I do not want my presence to exacerbate that pain, and I hope that I and the other white residents of this community find a way to act accordingly. Our commitment to building community across lines of difference has been inadequate to date. There are a few things that are critically important for white people to both understand and do, right now. First, folks should take serious time to understand the violent impact that aggressive policing has on black and brown people. The white community needs to redefine both its relationship with, and infatuation for, police. Every time you call the cops or 911, you are contributing to the escalation of violence against black bodies. While there are some instances that require professional intervention, the cases in which police can be useful are extremely limited, particularly relative to the range of issues for which they are called. Mental illness should not be a offense punishable by death, but it often is. People should never be brutalized for jaywalking, but every day they are. At this moment of community grief, find ways to solve problems that do not involve law enforcement. Equality for Flatbush and other local organizations have created resources, which are useful in identifying alternatives to calling 911. Other groups are working to organize healthy responses to chronic mental health issues, which should not require the use of violent force.
Beyond that, now is an important time to understand that Sy’s family is not alone, and he, unfortunately, will not be the last unarmed black man executed outside of due process by armed agents of the state. In the last two years, the NYPD has killed many other mentally ill neighbors of ours. New York still grieves the senseless killing of Eric Garner, whose death in 2014 sparked national protests and contributed to the genesis of the contemporary movement for black lives. Sy’s death also comes on the heels of the murder of Stephon Clark in Sacramento, which in concert with these other incidences contributes to the generations-long drumbeat of violence, perpetrated by the state against black men and women in America. These events are historical, and not happenstance. The victims are humans, not just hashtags.
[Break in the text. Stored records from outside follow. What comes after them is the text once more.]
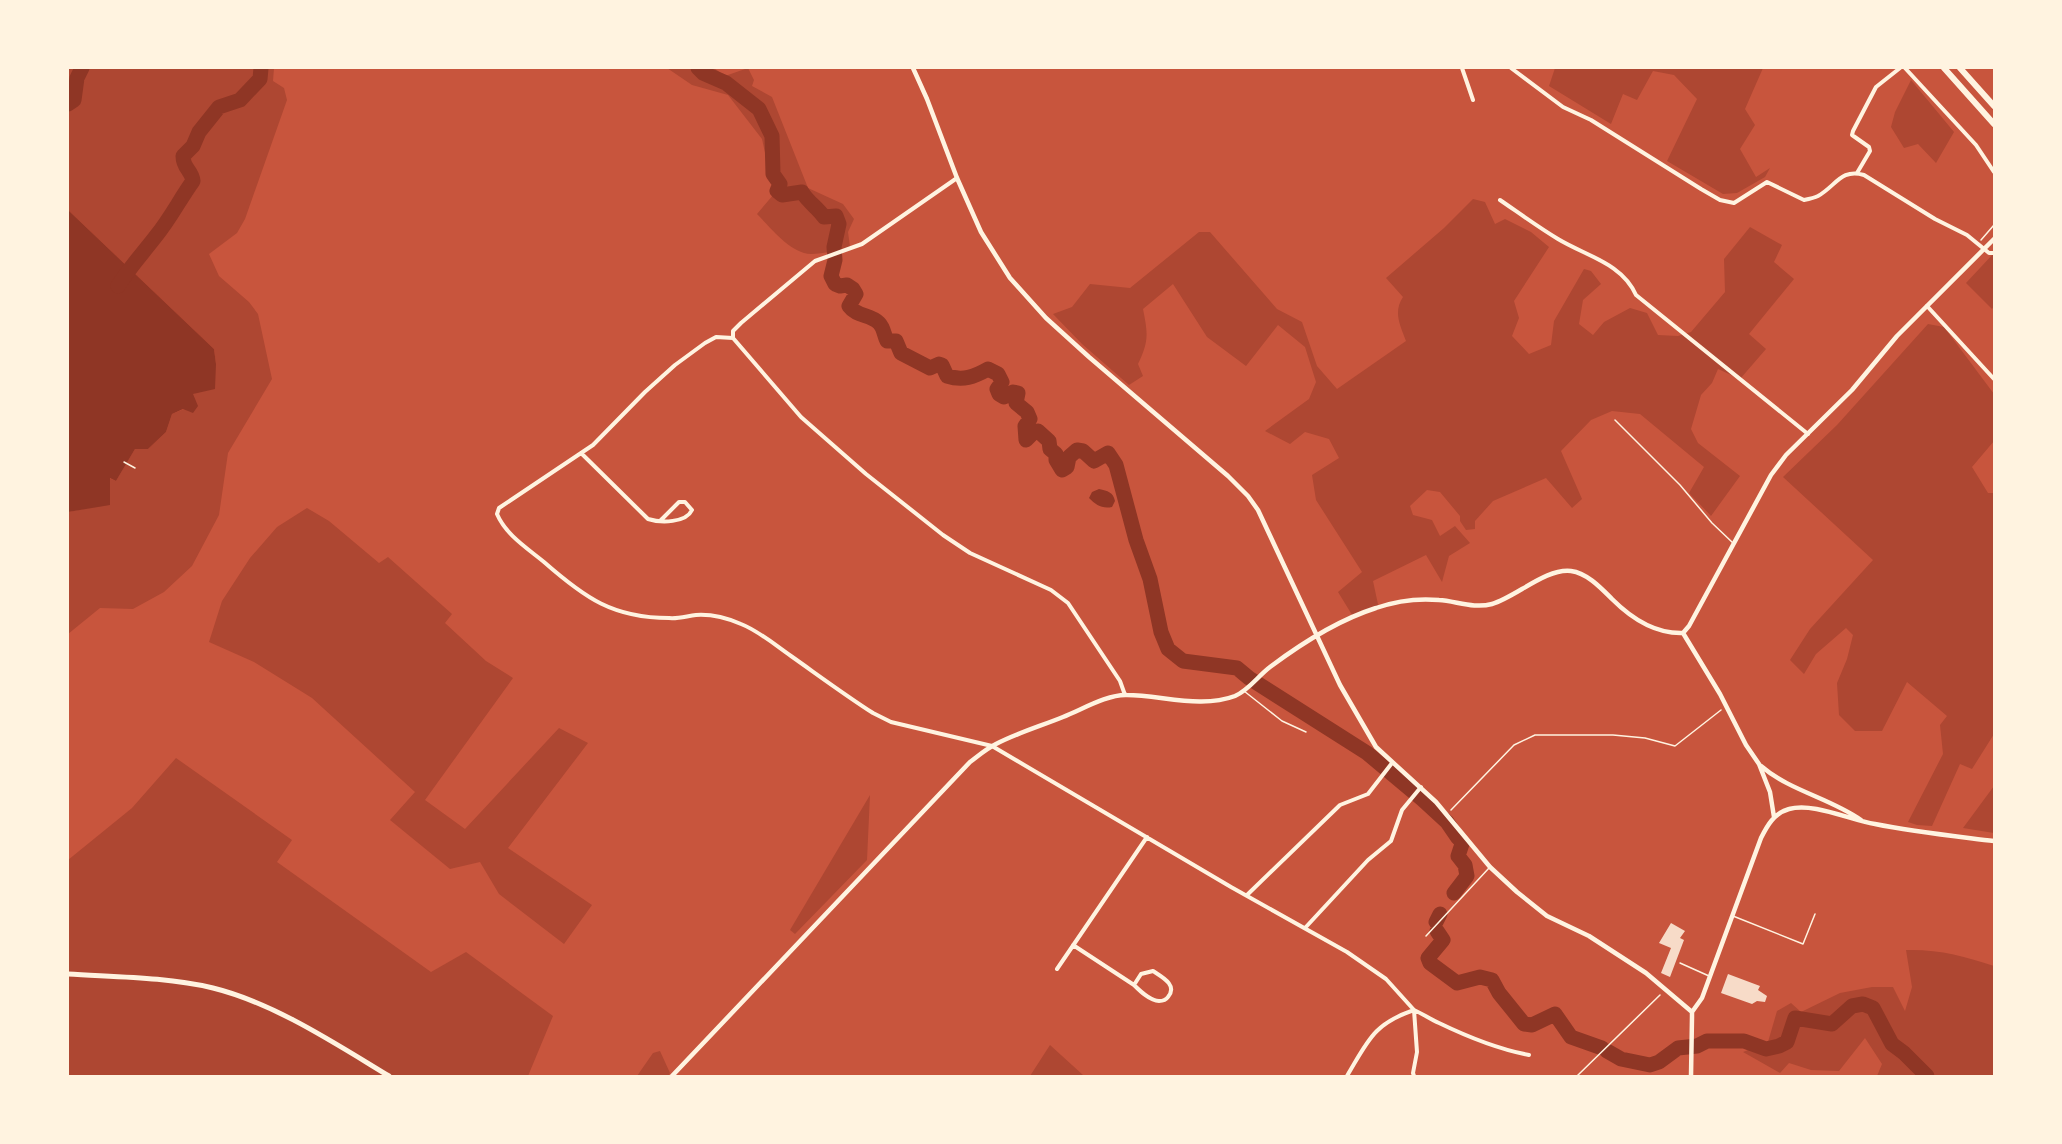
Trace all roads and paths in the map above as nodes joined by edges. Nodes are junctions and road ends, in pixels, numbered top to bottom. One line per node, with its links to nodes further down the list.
1 (913, 68): 13 (street)
2 (1462, 68): 8 (street)
3 (1511, 68): 12 (street)
4 (1900, 68): 12 (street)
5 (1905, 68): 11 (street)
6 (1944, 68): 10 (highway)
7 (1960, 68): 9 (highway)
8 (1473, 100)
9 (1995, 106)
10 (1995, 124)
11 (1995, 172)
12 (1857, 173): 17 (street)
13 (957, 178): 20 (street); 30 (street)
14 (1500, 200): 23 (street)
15 (1995, 225): 17 (path)
16 (1995, 239): 17 (street)
17 (1984, 248): 18 (street); 19 (street)
18 (1995, 253)
19 (1927, 306): 21 (street); 23 (street)
20 (733, 338): 24 (street); 32 (street)
21 (1995, 379)
22 (1615, 420): 28 (lane)
23 (1808, 434): 28 (street)
24 (581, 453): 27 (street); 35 (street)
25 (124, 462): 26 (path)
26 (135, 468)
27 (660, 521): 27 (street)
28 (1734, 544): 29 (street)
29 (1683, 633): 30 (street); 33 (street)
30 (1317, 636): 31 (street); 37 (street)
31 (1244, 691): 32 (street); 34 (lane)
32 (1125, 695): 35 (street)
33 (1726, 706): 36 (street); 39 (path)
34 (1306, 732)
35 (992, 746): 42 (street); 61 (street)
36 (1759, 764): 40 (street); 41 (street)
37 (1390, 765): 38 (street); 45 (street)
38 (1419, 789): 39 (street); 48 (street)
39 (1447, 813): 44 (street)
40 (1774, 817): 41 (street); 47 (street)
41 (1863, 821): 43 (street)
42 (1147, 837): 45 (street); 50 (street)
43 (1995, 841)
44 (1490, 867): 49 (lane); 56 (street)
45 (1247, 896): 48 (street)
46 (1815, 914): 47 (lane)
47 (1733, 916): 54 (street)
48 (1305, 928): 57 (street)
49 (1426, 936)
50 (1073, 945): 52 (street); 55 (street)
51 (1680, 963): 54 (lane)
52 (1057, 969)
53 (68, 974): 60 (main road)
54 (1710, 976): 58 (street)
55 (1134, 985): 55 (street)
56 (1666, 989): 58 (street); 64 (path)
57 (1414, 1010): 59 (street); 62 (street); 63 (street)
58 (1692, 1012): 65 (street)
59 (1528, 1055)
60 (389, 1077)
61 (672, 1077)
62 (1347, 1077)
63 (1414, 1077)
64 (1577, 1077)
65 (1691, 1077)

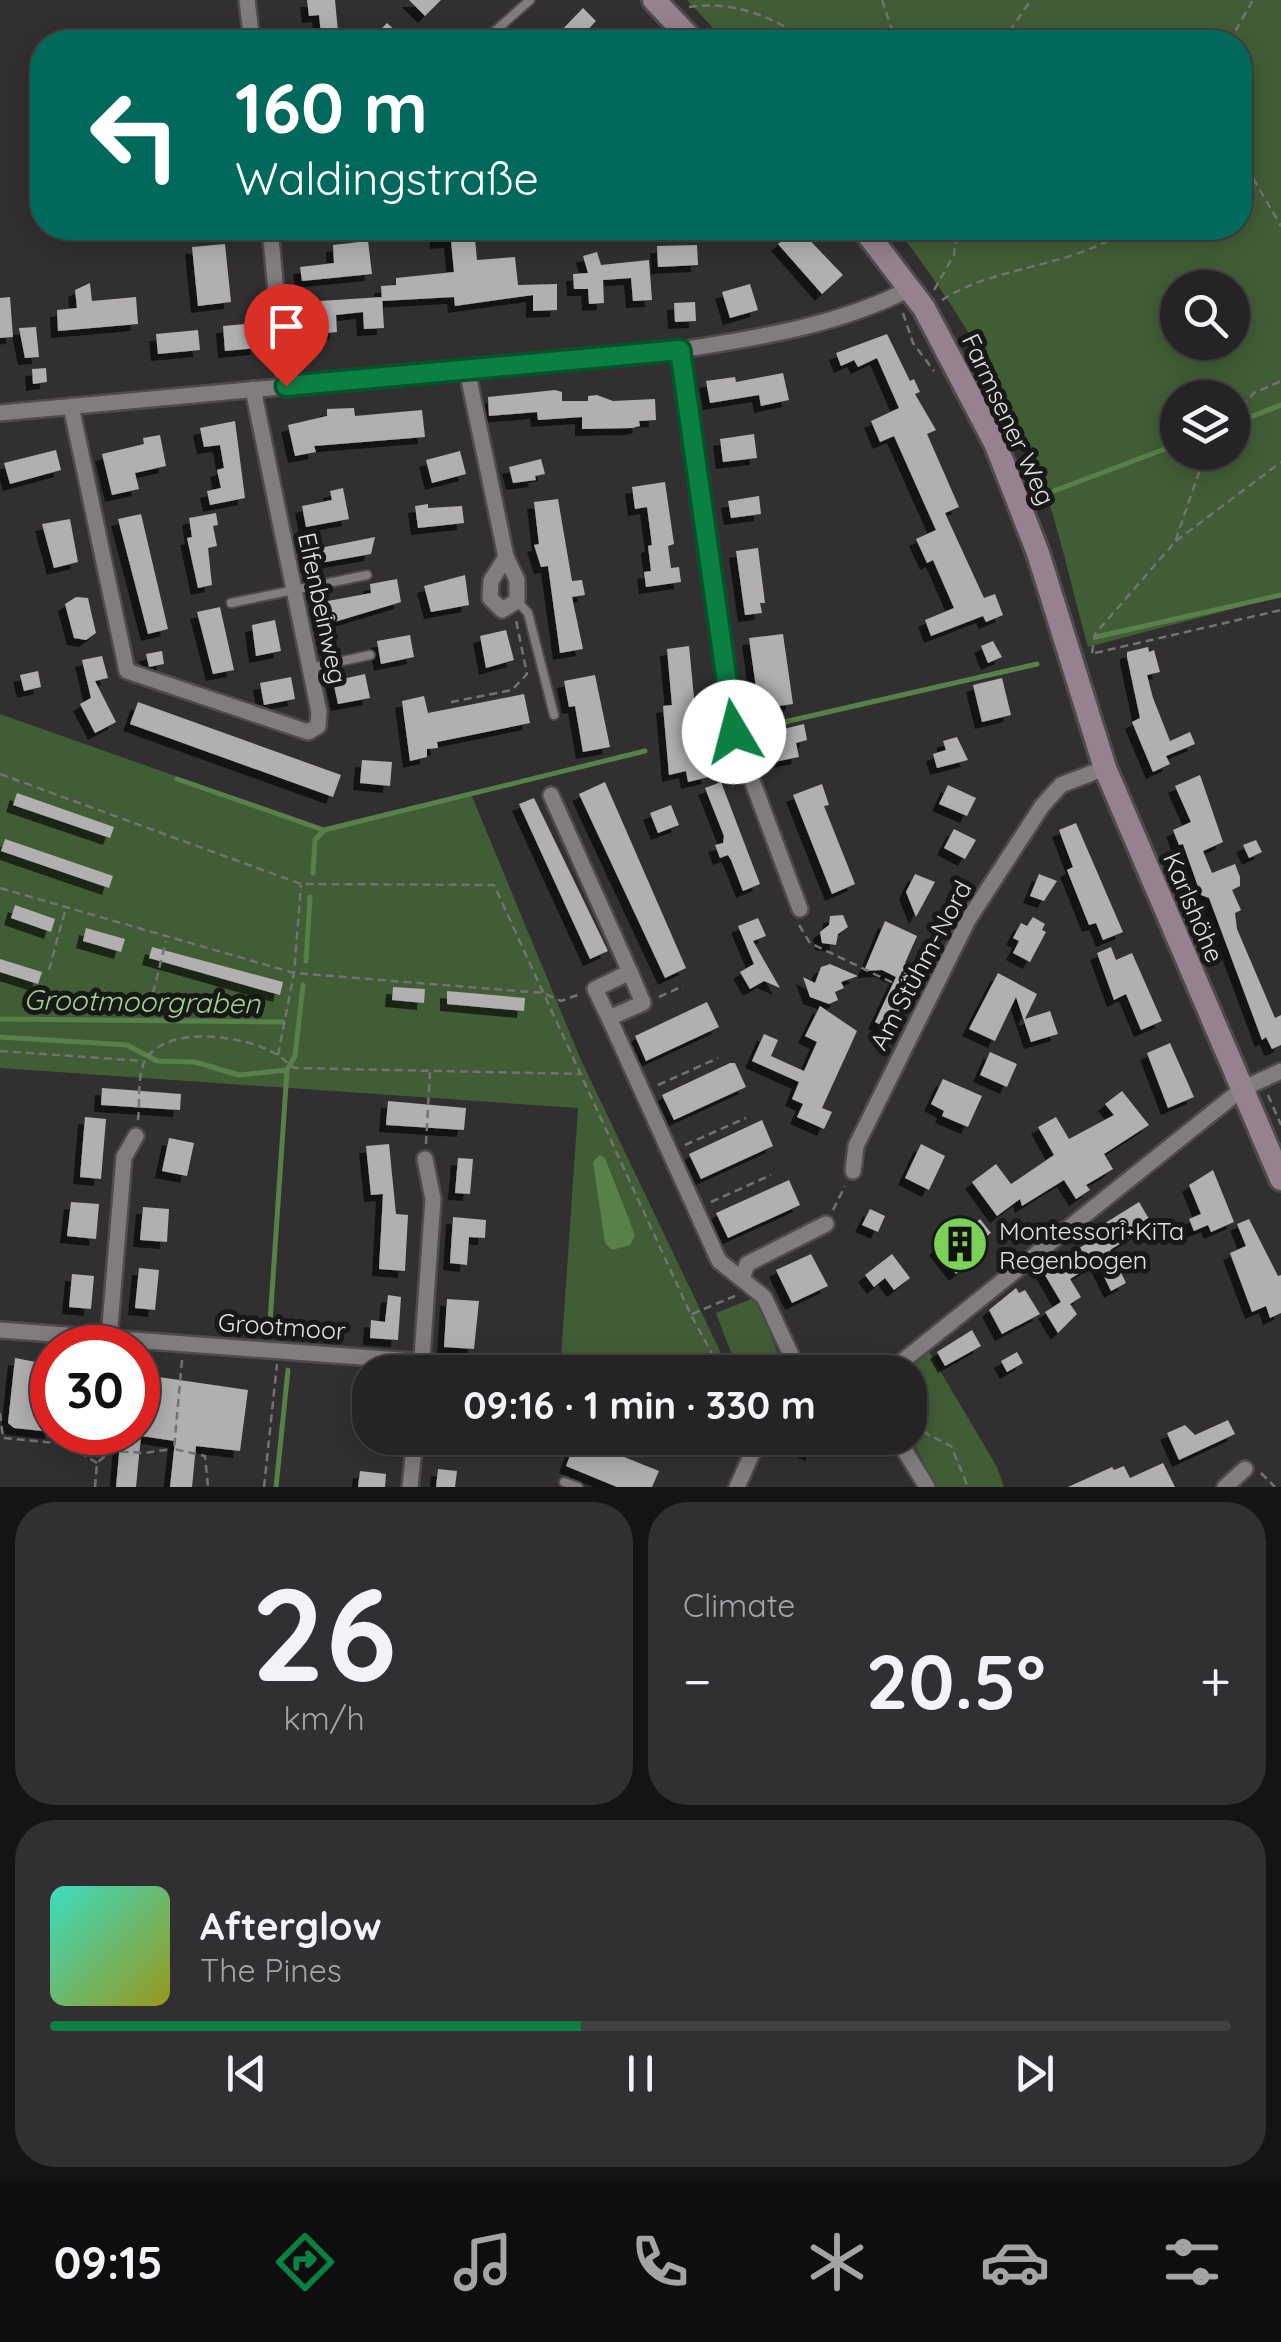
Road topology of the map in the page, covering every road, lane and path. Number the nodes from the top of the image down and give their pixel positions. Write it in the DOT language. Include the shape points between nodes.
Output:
graph roads {
  1 [pos="248,0"];
  2 [pos="530,0"];
  3 [pos="654,0"];
  4 [pos="882,0"];
  5 [pos="1031,0"];
  6 [pos="1254,0"];
  7 [pos="684,11"];
  8 [pos="251,30"];
  9 [pos="496,30"];
  10 [pos="683,30"];
  11 [pos="793,30"];
  12 [pos="895,30"];
  13 [pos="1010,30"];
  14 [pos="1236,30"];
  15 [pos="1252,176"];
  16 [pos="1281,226"];
  17 [pos="271,240"];
  18 [pos="874,240"];
  19 [pos="956,240"];
  20 [pos="1112,240"];
  21 [pos="922,290"];
  22 [pos="939,302"];
  23 [pos="904,320"];
  24 [pos="680,350"];
  25 [pos="930,368"];
  26 [pos="467,370"];
  27 [pos="1281,380"];
  28 [pos="286,386"];
  29 [pos="253,389"];
  30 [pos="1250,397"];
  31 [pos="70,406"];
  32 [pos="0,412"];
  33 [pos="1281,462"];
  34 [pos="1200,470"];
  35 [pos="1175,542"];
  36 [pos="506,557"];
  37 [pos="367,574"];
  38 [pos="294,590"];
  39 [pos="515,602"];
  40 [pos="232,603"];
  41 [pos="1281,610"];
  42 [pos="370,654"];
  43 [pos="1076,654"];
  44 [pos="1092,654"];
  45 [pos="310,668"];
  46 [pos="451,702"];
  47 [pos="554,715"];
  48 [pos="1105,768"];
  49 [pos="0,774"];
  50 [pos="550,795"];
  51 [pos="301,884"];
  52 [pos="0,888"];
  53 [pos="800,909"];
  54 [pos="66,910"];
  55 [pos="167,940"];
  56 [pos="49,970"];
  57 [pos="630,972"];
  58 [pos="294,973"];
  59 [pos="684,986"];
  60 [pos="595,989"];
  61 [pos="154,993"];
  62 [pos="543,993"];
  63 [pos="926,999"];
  64 [pos="644,1004"];
  65 [pos="609,1018"];
  66 [pos="0,1051"];
  67 [pos="278,1055"];
  68 [pos="718,1058"];
  69 [pos="144,1061"];
  70 [pos="430,1071"];
  71 [pos="1281,1071"];
  72 [pos="582,1074"];
  73 [pos="1242,1089"];
  74 [pos="643,1092"];
  75 [pos="746,1118"];
  76 [pos="136,1136"];
  77 [pos="670,1152"];
  78 [pos="424,1159"];
  79 [pos="852,1172"];
  80 [pos="772,1176"];
  81 [pos="1281,1179"];
  82 [pos="696,1209"];
  83 [pos="826,1224"];
  84 [pos="742,1279"];
  85 [pos="691,1315"];
  86 [pos="110,1325"];
  87 [pos="0,1330"];
  88 [pos="30,1332"];
  89 [pos="160,1342"];
  90 [pos="183,1344"];
  91 [pos="423,1355"];
  92 [pos="713,1355"];
  93 [pos="791,1355"];
  94 [pos="910,1355"];
  95 [pos="352,1360"];
  96 [pos="276,1370"];
  97 [pos="0,1413"];
  98 [pos="927,1434"];
  99 [pos="174,1448"];
  100 [pos="413,1455"];
  101 [pos="751,1455"];
  102 [pos="908,1455"];
  103 [pos="97,1462"];
  104 [pos="1245,1469"];
  105 [pos="564,1482"];
  106 [pos="95,1487"];
  107 [pos="208,1487"];
  108 [pos="264,1487"];
  109 [pos="410,1487"];
  110 [pos="578,1487"];
  111 [pos="737,1487"];
  112 [pos="927,1487"];
  113 [pos="968,1487"];
  114 [pos="1225,1487"];
  115 [pos="1275,1487"];
  1 -- 8 [label="street"];
  2 -- 9 [label="lane"];
  3 -- 10 [label="main road"];
  4 -- 12 [label="path"];
  5 -- 13 [label="path"];
  6 -- 14 [label="path"];
  7 -- 11 [label="path" via="722,2"];
  15 -- 16 [label="path"];
  17 -- 28 [label="street"];
  18 -- 21 [label="main road, Farmsener Weg"];
  19 -- 21 [label="path" via="954,255"];
  20 -- 22 [label="path" via="986,276"];
  21 -- 24 [label="street" via="760,338"];
  21 -- 43 [label="main road, Farmsener Weg" via="996,445"];
  23 -- 25 [label="path"];
  24 -- 26 [label="street"];
  24 -- 53 [label="street" via="734,732"];
  26 -- 28 [label="street"];
  26 -- 36 [label="street"];
  27 -- 30 [label="path"];
  28 -- 29 [label="street"];
  29 -- 31 [label="street"];
  29 -- 38 [label="street, Elfenbeinweg"];
  31 -- 32 [label="street"];
  31 -- 45 [label="street, Elfenbeinweg" via="127,672 308,732 318,726 319,712"];
  33 -- 35 [label="path"];
  34 -- 35 [label="path"];
  35 -- 44 [label="path" via="1095,634"];
  36 -- 39 [label="street" via="518,580"];
  36 -- 39 [label="street" via="490,581 490,598 502,610"];
  37 -- 38 [label="lane"];
  38 -- 40 [label="lane"];
  38 -- 45 [label="street, Elfenbeinweg"];
  39 -- 46 [label="path" via="527,674 512,690"];
  39 -- 47 [label="lane" via="528,613"];
  41 -- 44 [label="path"];
  42 -- 45 [label="lane"];
  43 -- 44 [label="path"];
  43 -- 48 [label="main road, Karlshöhe"];
  48 -- 63 [label="street, Am Stühm-Nord" via="1061,785 1042,806"];
  48 -- 73 [label="main road, Karlshöhe"];
  49 -- 51 [label="path"];
  50 -- 57 [label="street"];
  51 -- 58 [label="path"];
  51 -- 62 [label="path" via="494,884"];
  52 -- 54 [label="path"];
  53 -- 63 [label="path" via="799,928 810,943"];
  54 -- 55 [label="path"];
  54 -- 56 [label="path"];
  55 -- 58 [label="path"];
  55 -- 61 [label="path"];
  57 -- 60 [label="street"];
  57 -- 64 [label="street"];
  58 -- 62 [label="path"];
  58 -- 67 [label="path"];
  59 -- 64 [label="path"];
  60 -- 62 [label="path" via="561,1001"];
  60 -- 65 [label="street"];
  62 -- 72 [label="path"];
  63 -- 79 [label="street, Am Stühm-Nord" via="856,1146"];
  64 -- 65 [label="street"];
  65 -- 74 [label="street"];
  66 -- 69 [label="path"];
  67 -- 69 [label="path" via="249,1044 178,1039"];
  67 -- 70 [label="path" via="295,1068"];
  68 -- 74 [label="path"];
  69 -- 76 [label="path"];
  70 -- 72 [label="path"];
  70 -- 78 [label="path"];
  71 -- 73 [label="street"];
  72 -- 85 [label="path"];
  73 -- 81 [label="main road, Karlshöhe"];
  73 -- 94 [label="street"];
  74 -- 77 [label="street"];
  75 -- 77 [label="path"];
  76 -- 86 [label="street" via="124,1158"];
  77 -- 82 [label="street"];
  78 -- 91 [label="street" via="434,1199"];
  79 -- 83 [label="path"];
  80 -- 82 [label="path"];
  82 -- 84 [label="street" via="719,1260"];
  83 -- 84 [label="street" via="747,1264"];
  84 -- 85 [label="path" via="735,1297"];
  84 -- 93 [label="street" via="764,1297"];
  85 -- 92 [label="path"];
  87 -- 88 [label="street, Grootmoor"];
  89 -- 90 [label="street, Grootmoor"];
  90 -- 95 [label="street, Grootmoor"];
  90 -- 99 [label="path"];
  96 -- 108 [label="path"];
  97 -- 103 [label="path" via="3,1438 66,1444"];
  98 -- 113 [label="path" via="952,1446"];
  99 -- 103 [label="path" via="111,1451"];
  99 -- 107 [label="path" via="205,1456"];
  100 -- 109 [label="street"];
  101 -- 111 [label="street"];
  102 -- 112 [label="street"];
  103 -- 106 [label="path"];
  104 -- 114 [label="street"];
  104 -- 115 [label="path"];
  105 -- 110 [label="lane"];
}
Even if you haven’t realized it, the violence already extends into your community.
Violence begets violence, and the aggressive nature of American policing is inextricable from the broader issues of gun violence and institutional racism in our culture. Sy’s death is tragic. Our community’s grieving process has created a space for us to come together, across lines of difference, to both build community and address these issues. None of that work will happen, however, if white people remain willfully ignorant of the ways that our presence contributes to the violence.